こん太の庭掃除
キツネのこん太が居間でごろごろとしていると、お母さんがやってきて部屋のようすをみて怒りました。こたつの上にはミカンの皮や飲み残したジュースのコップが出しっぱなし。床には本やおもちゃが転がっていて足のふみ場もないくらいだったからです。
「もう、こん太。冬休みだからって、ずっとこたつに入ってぐうたらしてばかりじゃだめじゃない。使ったものも出しっぱなしにして」
「だって寒いんだもん」
「冬なんだから当たり前でしょ。それに、お母さんなんて朝からずっと動きっぱなしで寒いなんて感じてる暇もないわよ」
「はあい・・・」
「分かったらここを片づけてちょうだいね。そうそう、ここが終わったらお庭のそうじもお願いね。また枯葉が散らかっちゃってるから」
「えー、外はさむ・・・」
「なに? 言いたいことははっきり言ってちょうだい」
「なんでもない。分かったよやるよ」
「それじゃお願いね。ああ忙しいいそがしい」
お母さんはいそいそと部屋を出ていきました。こん太はめんどくさそうに起き上がると部屋の片づけを始めます。からだを動かしてみるとだんだんと温まってきたので、こん太はなんだか元気になってきました。そしてあっという間に部屋の片づけを終えると、庭に出て枯葉のそうじを始めました。外の空気は冷たかったけれど、風もなく、お日さまはぽかぽかとしてとってもいい気持ちです。

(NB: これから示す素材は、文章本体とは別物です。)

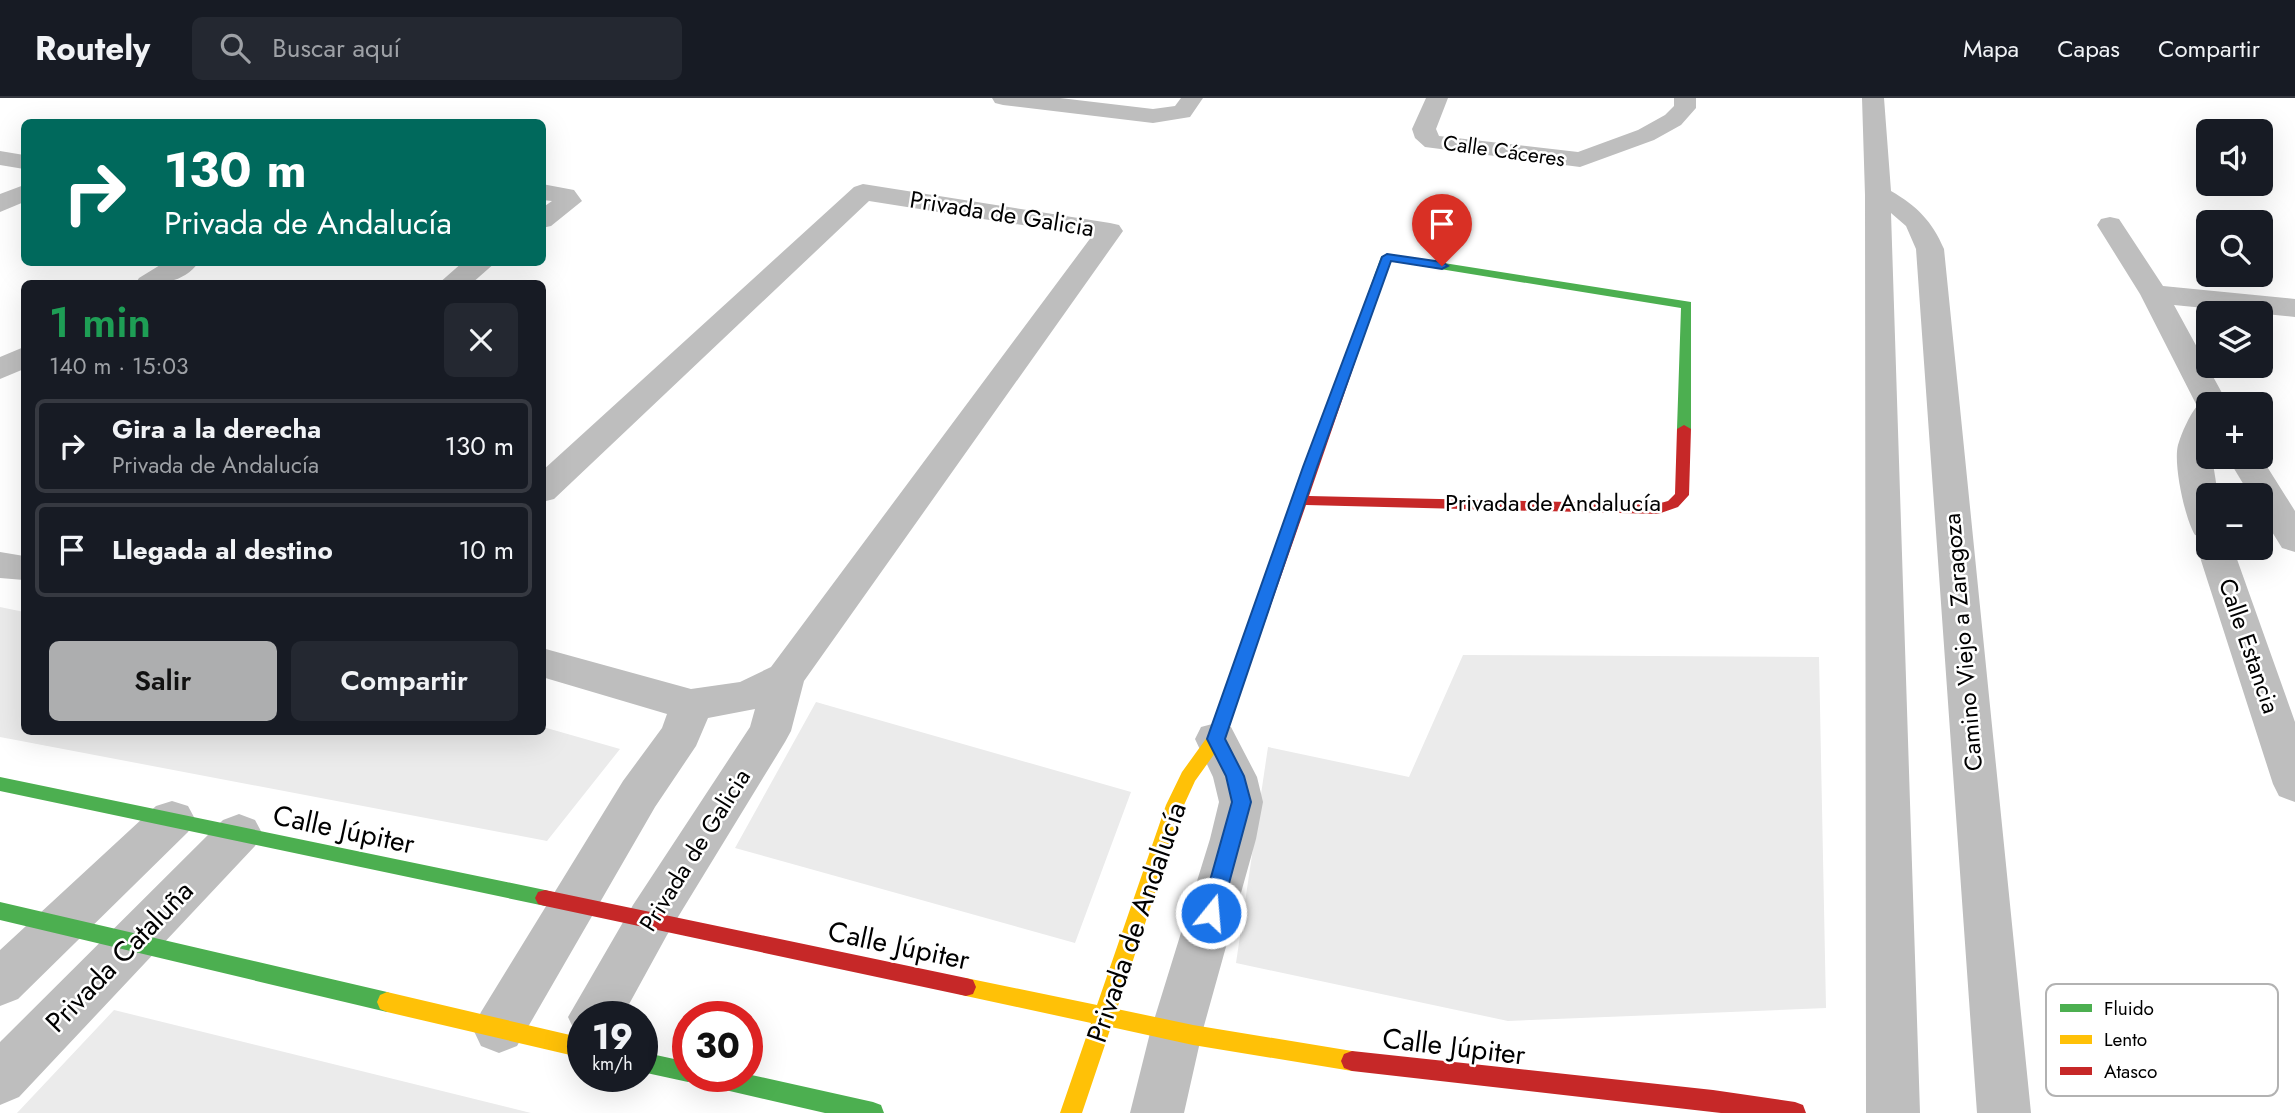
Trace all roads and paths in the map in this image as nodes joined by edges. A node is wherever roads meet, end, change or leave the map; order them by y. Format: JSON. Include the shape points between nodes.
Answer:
{"nodes":[{"id":1,"x":1003,"y":98,"type":"edge"},
{"id":2,"x":1192,"y":98,"type":"edge"},
{"id":3,"x":1437,"y":98,"type":"edge"},
{"id":4,"x":1685,"y":98,"type":"edge"},
{"id":5,"x":1873,"y":98,"type":"edge"},
{"id":6,"x":0,"y":158,"type":"edge"},
{"id":7,"x":21,"y":162,"type":"edge"},
{"id":8,"x":546,"y":193,"type":"edge"},
{"id":9,"x":21,"y":194,"type":"edge"},
{"id":10,"x":1878,"y":195,"type":"junction"},
{"id":11,"x":0,"y":204,"type":"edge"},
{"id":12,"x":546,"y":217,"type":"edge"},
{"id":13,"x":2110,"y":225,"type":"dead end"},
{"id":14,"x":178,"y":266,"type":"edge"},
{"id":15,"x":477,"y":266,"type":"edge"},
{"id":16,"x":156,"y":280,"type":"edge"},
{"id":17,"x":457,"y":280,"type":"edge"},
{"id":18,"x":2154,"y":294,"type":"junction"},
{"id":19,"x":2295,"y":309,"type":"edge"},
{"id":20,"x":21,"y":358,"type":"edge"},
{"id":21,"x":0,"y":370,"type":"edge"},
{"id":22,"x":2206,"y":392,"type":"edge"},
{"id":23,"x":2196,"y":442,"type":"edge"},
{"id":24,"x":2251,"y":469,"type":"edge"},
{"id":25,"x":2197,"y":483,"type":"edge"},
{"id":26,"x":546,"y":487,"type":"edge"},
{"id":27,"x":1299,"y":500,"type":"junction"},
{"id":28,"x":2295,"y":540,"type":"edge"},
{"id":29,"x":2220,"y":560,"type":"edge"},
{"id":30,"x":0,"y":565,"type":"edge"},
{"id":31,"x":21,"y":568,"type":"edge"},
{"id":32,"x":546,"y":663,"type":"edge"},
{"id":33,"x":785,"y":678,"type":"junction"},
{"id":34,"x":691,"y":705,"type":"junction"},
{"id":35,"x":1216,"y":739,"type":"junction"},
{"id":36,"x":0,"y":784,"type":"edge"},
{"id":37,"x":2295,"y":784,"type":"edge"},
{"id":38,"x":172,"y":820,"type":"junction"},
{"id":39,"x":239,"y":834,"type":"junction"},
{"id":40,"x":576,"y":904,"type":"junction"},
{"id":41,"x":0,"y":911,"type":"edge"},
{"id":42,"x":650,"y":920,"type":"junction"},
{"id":43,"x":60,"y":926,"type":"junction"},
{"id":44,"x":132,"y":943,"type":"junction"},
{"id":45,"x":0,"y":983,"type":"edge"},
{"id":46,"x":604,"y":1001,"type":"edge"},
{"id":47,"x":1102,"y":1015,"type":"junction"},
{"id":48,"x":499,"y":1029,"type":"junction"},
{"id":49,"x":1176,"y":1033,"type":"junction"},
{"id":50,"x":567,"y":1035,"type":"edge"},
{"id":51,"x":0,"y":1079,"type":"edge"},
{"id":52,"x":763,"y":1088,"type":"edge"},
{"id":53,"x":873,"y":1113,"type":"edge"},
{"id":54,"x":1071,"y":1113,"type":"edge"},
{"id":55,"x":1157,"y":1113,"type":"edge"},
{"id":56,"x":1795,"y":1113,"type":"edge"},
{"id":57,"x":1894,"y":1113,"type":"edge"},
{"id":58,"x":2004,"y":1113,"type":"edge"}],
"edges":[{"from":1,"to":2,"type":"street","via":[[1153,116],[1182,112]]},
{"from":3,"to":4,"type":"street","name":"Calle Cáceres","via":[[1424,129],[1433,142],[1580,160],[1673,120],[1685,108]]},
{"from":5,"to":10,"type":"street"},
{"from":6,"to":7,"type":"street"},
{"from":8,"to":12,"type":"street","via":[[565,195],[569,201]]},
{"from":9,"to":11,"type":"street"},
{"from":10,"to":57,"type":"street"},
{"from":10,"to":58,"type":"street","name":"Camino Viejo a Zaragoza","via":[[1908,212],[1921,226],[1930,249]]},
{"from":13,"to":18,"type":"street"},
{"from":14,"to":16,"type":"street"},
{"from":15,"to":17,"type":"street"},
{"from":18,"to":19,"type":"street"},
{"from":18,"to":22,"type":"street"},
{"from":20,"to":21,"type":"street"},
{"from":23,"to":25,"type":"street"},
{"from":24,"to":28,"type":"street"},
{"from":26,"to":33,"type":"street","name":"Privada de Galicia","via":[[863,192],[1110,231]]},
{"from":27,"to":27,"type":"street","name":"Privada de Andalucía","via":[[1387,257],[1687,305],[1682,495],[1673,504],[1658,509]]},
{"from":27,"to":35,"type":"street","name":"Privada de Andalucía"},
{"from":29,"to":37,"type":"street","name":"Calle Estancia"},
{"from":30,"to":31,"type":"street"},
{"from":32,"to":34,"type":"street","name":"Privada de Galicia"},
{"from":33,"to":34,"type":"street","name":"Privada de Galicia","via":[[747,696]]},
{"from":33,"to":42,"type":"street","name":"Privada de Galicia","via":[[770,731]]},
{"from":34,"to":40,"type":"street","via":[[681,734],[639,794]]},
{"from":35,"to":47,"type":"street","name":"Privada de Andalucía","via":[[1188,777],[1175,805]]},
{"from":35,"to":49,"type":"street","via":[[1235,776],[1241,802]]},
{"from":36,"to":38,"type":"street","name":"Calle Júpiter"},
{"from":38,"to":39,"type":"street","name":"Calle Júpiter"},
{"from":38,"to":43,"type":"street"},
{"from":39,"to":40,"type":"street","name":"Calle Júpiter"},
{"from":39,"to":44,"type":"street","name":"Privada Cataluña"},
{"from":40,"to":42,"type":"street","name":"Calle Júpiter"},
{"from":40,"to":48,"type":"street"},
{"from":41,"to":43,"type":"street"},
{"from":42,"to":46,"type":"street","name":"Privada de Galicia"},
{"from":42,"to":47,"type":"street","name":"Calle Júpiter"},
{"from":43,"to":44,"type":"street"},
{"from":43,"to":45,"type":"street"},
{"from":44,"to":48,"type":"street"},
{"from":44,"to":51,"type":"street","name":"Privada Cataluña"},
{"from":47,"to":49,"type":"street","name":"Calle Júpiter"},
{"from":47,"to":54,"type":"street","name":"Privada de Andalucía"},
{"from":48,"to":50,"type":"street"},
{"from":49,"to":55,"type":"street"},
{"from":49,"to":56,"type":"street","name":"Calle Júpiter","via":[[1441,1073]]},
{"from":52,"to":53,"type":"street"}]}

しばらくすると、お母さんが洗濯物を抱え庭にやってきました。洗い終えた服を干すためです。そこに、こん太の姿はあらず、庭の枯葉はきれいに掃き集められていました。ずいぶん早く終わったのね。お母さんが庭を眺めてみると、すみの一画の枯葉が散らかったままになっていました。
「あの子ったら、また途中で飽きちゃったのね。ほんとうに仕方がないんだから」
お母さんはぶつぶつと言いながらそこに行ってみると、枯葉のうえで二匹のちいさなトカゲが気持ちよさそうに日を浴びながらお昼寝をしているところでした。
「まあ・・・」
お母さんはそっとその場を離れると、こん太はどこへ行ったのかしらときょろきょろと辺りを伺いました。
「おやつにおいしいお汁粉をつくってあげようかな」
そうつぶやきながら洗濯物を干しました。庭はどこもお日さまの明かりでいっぱいで、洗濯物もよく乾きそうです。